▶ [THE PROBLEM] All lines in the data that hold the word "where" need copying.
▬▬▬
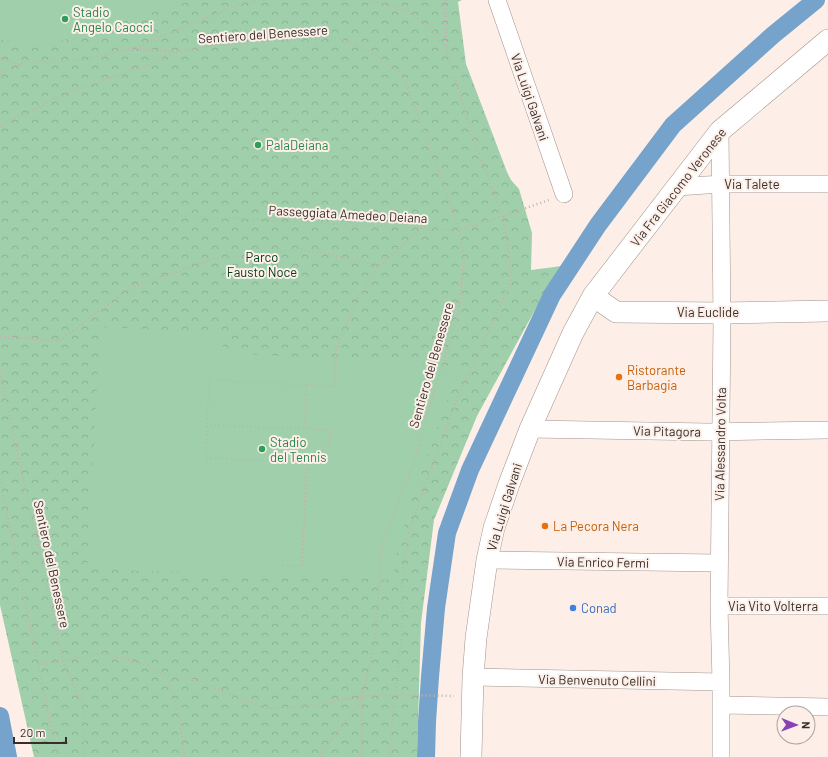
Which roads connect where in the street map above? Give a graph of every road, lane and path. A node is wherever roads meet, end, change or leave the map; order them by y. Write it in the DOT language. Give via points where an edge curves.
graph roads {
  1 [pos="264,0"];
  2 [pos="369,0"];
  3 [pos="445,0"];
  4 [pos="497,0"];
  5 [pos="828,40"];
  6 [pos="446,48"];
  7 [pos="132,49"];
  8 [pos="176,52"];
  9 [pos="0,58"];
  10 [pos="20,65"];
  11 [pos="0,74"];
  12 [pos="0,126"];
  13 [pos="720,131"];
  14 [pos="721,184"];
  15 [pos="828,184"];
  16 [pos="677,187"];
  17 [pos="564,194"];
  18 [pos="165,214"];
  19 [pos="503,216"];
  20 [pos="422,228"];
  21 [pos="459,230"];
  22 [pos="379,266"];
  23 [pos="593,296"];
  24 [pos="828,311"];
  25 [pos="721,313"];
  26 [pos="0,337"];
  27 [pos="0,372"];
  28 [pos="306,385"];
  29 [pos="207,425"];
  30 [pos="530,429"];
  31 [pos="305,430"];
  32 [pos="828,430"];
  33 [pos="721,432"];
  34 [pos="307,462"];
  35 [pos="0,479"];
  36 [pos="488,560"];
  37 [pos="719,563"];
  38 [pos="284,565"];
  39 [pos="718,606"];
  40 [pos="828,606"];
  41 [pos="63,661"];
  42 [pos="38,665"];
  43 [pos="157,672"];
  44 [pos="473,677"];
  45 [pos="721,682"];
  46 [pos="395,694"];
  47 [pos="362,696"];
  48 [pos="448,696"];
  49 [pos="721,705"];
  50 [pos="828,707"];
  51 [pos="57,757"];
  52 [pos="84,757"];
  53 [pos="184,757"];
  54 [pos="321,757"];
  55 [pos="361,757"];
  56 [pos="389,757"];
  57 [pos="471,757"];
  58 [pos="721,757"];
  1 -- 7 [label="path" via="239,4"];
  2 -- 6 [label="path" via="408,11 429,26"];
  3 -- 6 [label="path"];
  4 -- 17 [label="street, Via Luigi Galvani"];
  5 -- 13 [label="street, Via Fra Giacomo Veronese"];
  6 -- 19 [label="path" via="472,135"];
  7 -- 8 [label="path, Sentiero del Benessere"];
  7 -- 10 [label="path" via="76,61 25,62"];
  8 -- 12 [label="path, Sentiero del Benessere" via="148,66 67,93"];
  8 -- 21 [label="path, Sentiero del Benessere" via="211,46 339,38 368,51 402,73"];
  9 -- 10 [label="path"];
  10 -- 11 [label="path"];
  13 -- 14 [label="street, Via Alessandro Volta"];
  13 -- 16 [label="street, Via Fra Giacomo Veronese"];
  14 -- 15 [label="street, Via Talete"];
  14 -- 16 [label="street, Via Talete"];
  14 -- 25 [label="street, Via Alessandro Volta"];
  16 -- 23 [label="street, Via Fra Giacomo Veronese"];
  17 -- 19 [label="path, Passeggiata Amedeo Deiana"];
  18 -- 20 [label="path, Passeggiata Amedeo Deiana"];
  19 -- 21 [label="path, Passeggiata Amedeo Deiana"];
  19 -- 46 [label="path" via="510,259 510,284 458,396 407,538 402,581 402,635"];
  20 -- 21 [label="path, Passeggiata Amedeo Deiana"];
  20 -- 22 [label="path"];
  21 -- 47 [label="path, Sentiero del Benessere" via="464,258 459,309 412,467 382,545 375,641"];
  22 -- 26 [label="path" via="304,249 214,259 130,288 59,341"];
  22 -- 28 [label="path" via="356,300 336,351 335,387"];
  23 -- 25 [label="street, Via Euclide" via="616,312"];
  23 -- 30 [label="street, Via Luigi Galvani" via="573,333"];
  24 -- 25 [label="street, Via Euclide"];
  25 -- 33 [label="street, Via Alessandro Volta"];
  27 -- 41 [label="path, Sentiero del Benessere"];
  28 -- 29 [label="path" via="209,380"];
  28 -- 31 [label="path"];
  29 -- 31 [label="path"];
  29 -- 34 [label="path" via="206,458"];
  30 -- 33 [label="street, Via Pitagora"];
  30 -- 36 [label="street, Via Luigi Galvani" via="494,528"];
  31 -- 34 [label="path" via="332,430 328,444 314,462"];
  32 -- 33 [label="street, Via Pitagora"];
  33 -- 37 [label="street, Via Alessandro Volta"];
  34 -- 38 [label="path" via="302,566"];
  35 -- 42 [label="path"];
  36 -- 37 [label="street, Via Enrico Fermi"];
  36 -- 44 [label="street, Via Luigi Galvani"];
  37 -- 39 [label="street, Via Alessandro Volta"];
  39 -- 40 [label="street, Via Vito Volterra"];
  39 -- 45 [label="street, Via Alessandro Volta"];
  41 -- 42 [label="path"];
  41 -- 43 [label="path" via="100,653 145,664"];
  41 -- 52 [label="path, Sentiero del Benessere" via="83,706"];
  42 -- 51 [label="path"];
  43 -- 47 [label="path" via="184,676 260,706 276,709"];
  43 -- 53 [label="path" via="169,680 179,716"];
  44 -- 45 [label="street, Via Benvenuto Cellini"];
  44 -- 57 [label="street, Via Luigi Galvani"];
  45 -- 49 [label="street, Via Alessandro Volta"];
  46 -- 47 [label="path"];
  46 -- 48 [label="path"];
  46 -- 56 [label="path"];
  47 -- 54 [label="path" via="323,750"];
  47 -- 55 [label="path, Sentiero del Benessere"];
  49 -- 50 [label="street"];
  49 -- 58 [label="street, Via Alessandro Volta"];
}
▬▬▬
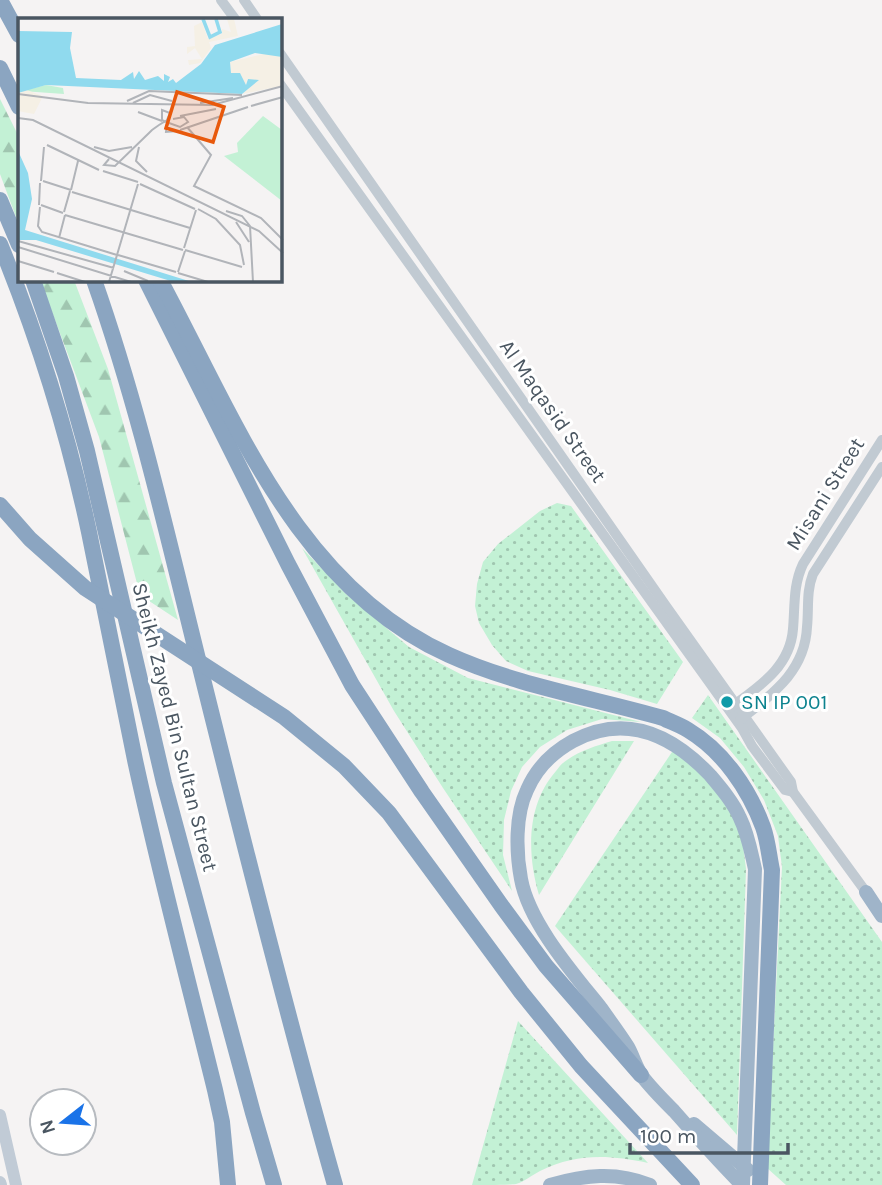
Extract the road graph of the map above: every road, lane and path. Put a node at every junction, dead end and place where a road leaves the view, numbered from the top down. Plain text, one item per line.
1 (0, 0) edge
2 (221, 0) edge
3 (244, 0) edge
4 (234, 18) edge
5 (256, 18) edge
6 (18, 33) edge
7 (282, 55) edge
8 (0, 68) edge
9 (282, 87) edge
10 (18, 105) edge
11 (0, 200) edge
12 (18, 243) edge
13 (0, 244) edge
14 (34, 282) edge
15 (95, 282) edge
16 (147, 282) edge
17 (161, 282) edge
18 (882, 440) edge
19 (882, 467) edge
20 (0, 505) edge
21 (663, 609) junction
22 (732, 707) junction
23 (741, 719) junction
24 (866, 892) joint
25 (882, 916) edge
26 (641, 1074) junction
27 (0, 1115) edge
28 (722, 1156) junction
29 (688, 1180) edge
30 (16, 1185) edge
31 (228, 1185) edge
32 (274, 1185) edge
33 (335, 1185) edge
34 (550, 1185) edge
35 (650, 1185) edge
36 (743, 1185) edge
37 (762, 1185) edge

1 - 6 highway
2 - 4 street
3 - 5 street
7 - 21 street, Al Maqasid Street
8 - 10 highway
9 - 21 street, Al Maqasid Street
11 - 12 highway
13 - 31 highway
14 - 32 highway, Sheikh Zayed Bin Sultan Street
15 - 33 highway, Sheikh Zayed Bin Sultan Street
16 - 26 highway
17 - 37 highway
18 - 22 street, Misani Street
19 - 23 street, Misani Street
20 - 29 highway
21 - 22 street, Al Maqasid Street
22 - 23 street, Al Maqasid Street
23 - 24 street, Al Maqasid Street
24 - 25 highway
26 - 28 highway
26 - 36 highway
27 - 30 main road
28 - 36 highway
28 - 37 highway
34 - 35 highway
▬▬▬
▶ [REPLY]
Which roads connect where in the street map above? Give a graph of every road, lane and path. A node is wherever roads meet, end, change or leave the map; order them by y. Write it in the DOT language. Give via points where an edge curves.
Extract the road graph of the map above: every road, lane and path. Put a node at every junction, dead end and place where a road leaves the view, numbered from the top down. Plain text, one item per line.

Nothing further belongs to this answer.